Records to process Start Marker

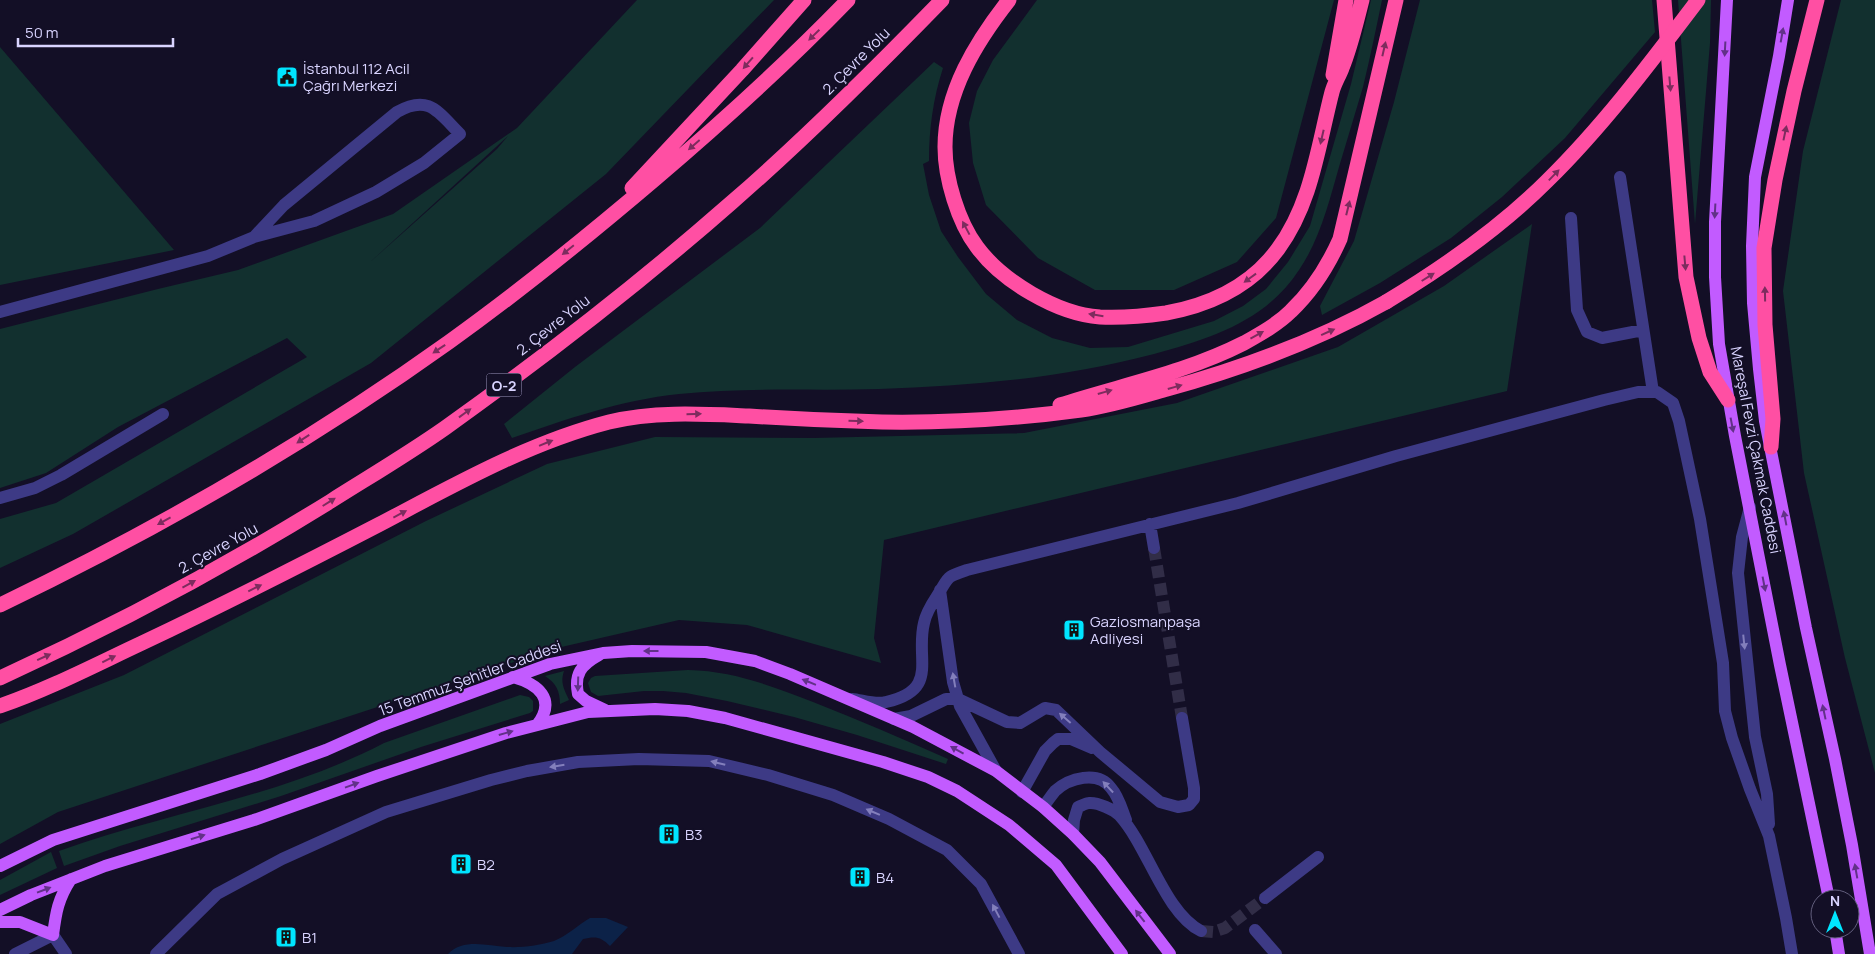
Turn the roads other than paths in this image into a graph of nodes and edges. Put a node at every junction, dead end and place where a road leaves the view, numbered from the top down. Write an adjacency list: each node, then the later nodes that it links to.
1 (804, 0): 16 (highway, one-way to 16)
2 (848, 0): 16 (highway, one-way to 16)
3 (942, 0): 33 (highway, 2. Çevre Yolu / O-2, one-way to 3)
4 (1009, 0): 13 (highway, one-way to 4)
5 (1346, 0): 13 (highway)
6 (1362, 0): 13 (highway)
7 (1396, 0): 23 (highway, one-way to 7)
8 (1664, 0): 21 (highway, one-way to 21)
9 (1698, 0): 23 (highway, one-way to 9, bridge)
10 (1727, 0): 21 (main road, Mareşal Fevzi Çakmak Caddesi, one-way to 21)
11 (1788, 0): 24 (main road, Mareşal Fevzi Çakmak Caddesi, one-way to 11)
12 (1817, 0): 24 (highway, one-way to 12)
13 (1332, 89)
14 (1620, 178): 19 (street)
15 (1571, 218): 19 (street)
16 (606, 220): 30 (highway, one-way to 30)
17 (254, 237): 17 (street); 18 (street)
18 (0, 312)
19 (1643, 330): 20 (street)
20 (1653, 392): 27 (street); 47 (street)
21 (1728, 400): 26 (main road, Mareşal Fevzi Çakmak Caddesi, one-way to 26)
22 (163, 414): 25 (street)
23 (1025, 416): 36 (highway, one-way to 23)
24 (1772, 448): 68 (main road, Mareşal Fevzi Çakmak Caddesi, one-way to 24)
25 (0, 498)
26 (1750, 507): 47 (street, one-way to 47); 51 (main road, Mareşal Fevzi Çakmak Caddesi, one-way to 51)
27 (1150, 524): 28 (street); 29 (street)
28 (1154, 548)
29 (940, 590): 34 (street); 35 (street, one-way to 29)
30 (0, 605)
31 (603, 653): 32 (main road, 15 Temmuz Şehitler Caddesi); 34 (main road, 15 Temmuz Şehitler Caddesi, one-way to 31); 37 (main road, one-way to 37)
32 (513, 677): 40 (main road); 49 (main road, 15 Temmuz Şehitler Caddesi)
33 (0, 678)
34 (852, 699): 39 (main road, 15 Temmuz Şehitler Caddesi)
35 (958, 699): 39 (street); 41 (street, one-way to 35); 42 (street)
36 (0, 706)
37 (606, 710): 40 (main road); 63 (main road)
38 (1182, 718): 41 (street)
39 (894, 719): 42 (main road, 15 Temmuz Şehitler Caddesi, one-way to 39)
40 (537, 725): 50 (main road, one-way to 40)
41 (1100, 752): 43 (street)
42 (996, 771): 43 (main road, 15 Temmuz Şehitler Caddesi)
43 (1022, 792): 44 (main road, 15 Temmuz Şehitler Caddesi)
44 (1043, 807): 45 (street, one-way to 44); 46 (main road, 15 Temmuz Şehitler Caddesi)
45 (1130, 830): 46 (street); 56 (street)
46 (1073, 834): 64 (main road, 15 Temmuz Şehitler Caddesi, one-way to 46)
47 (1769, 836): 66 (street)
48 (1318, 857): 52 (street)
49 (0, 866)
50 (71, 879): 53 (main road, one-way to 50); 57 (main road)
51 (1827, 889)
52 (1265, 898)
53 (0, 910)
54 (0, 922): 57 (main road)
55 (1255, 930): 65 (street)
56 (1201, 931)
57 (53, 935): 59 (street); 60 (street)
58 (1837, 939): 67 (main road)
59 (15, 954)
60 (66, 954)
61 (156, 954): 62 (street, one-way to 61)
62 (1019, 954)
63 (1122, 954)
64 (1170, 954)
65 (1276, 954)
66 (1792, 954)
67 (1839, 954)
68 (1870, 954)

Records to process End Marker

> What you will do
Each line of the data that includes "highway" should be copied.

> Task output
1 (804, 0): 16 (highway, one-way to 16)
2 (848, 0): 16 (highway, one-way to 16)
3 (942, 0): 33 (highway, 2. Çevre Yolu / O-2, one-way to 3)
4 (1009, 0): 13 (highway, one-way to 4)
5 (1346, 0): 13 (highway)
6 (1362, 0): 13 (highway)
7 (1396, 0): 23 (highway, one-way to 7)
8 (1664, 0): 21 (highway, one-way to 21)
9 (1698, 0): 23 (highway, one-way to 9, bridge)
12 (1817, 0): 24 (highway, one-way to 12)
16 (606, 220): 30 (highway, one-way to 30)
23 (1025, 416): 36 (highway, one-way to 23)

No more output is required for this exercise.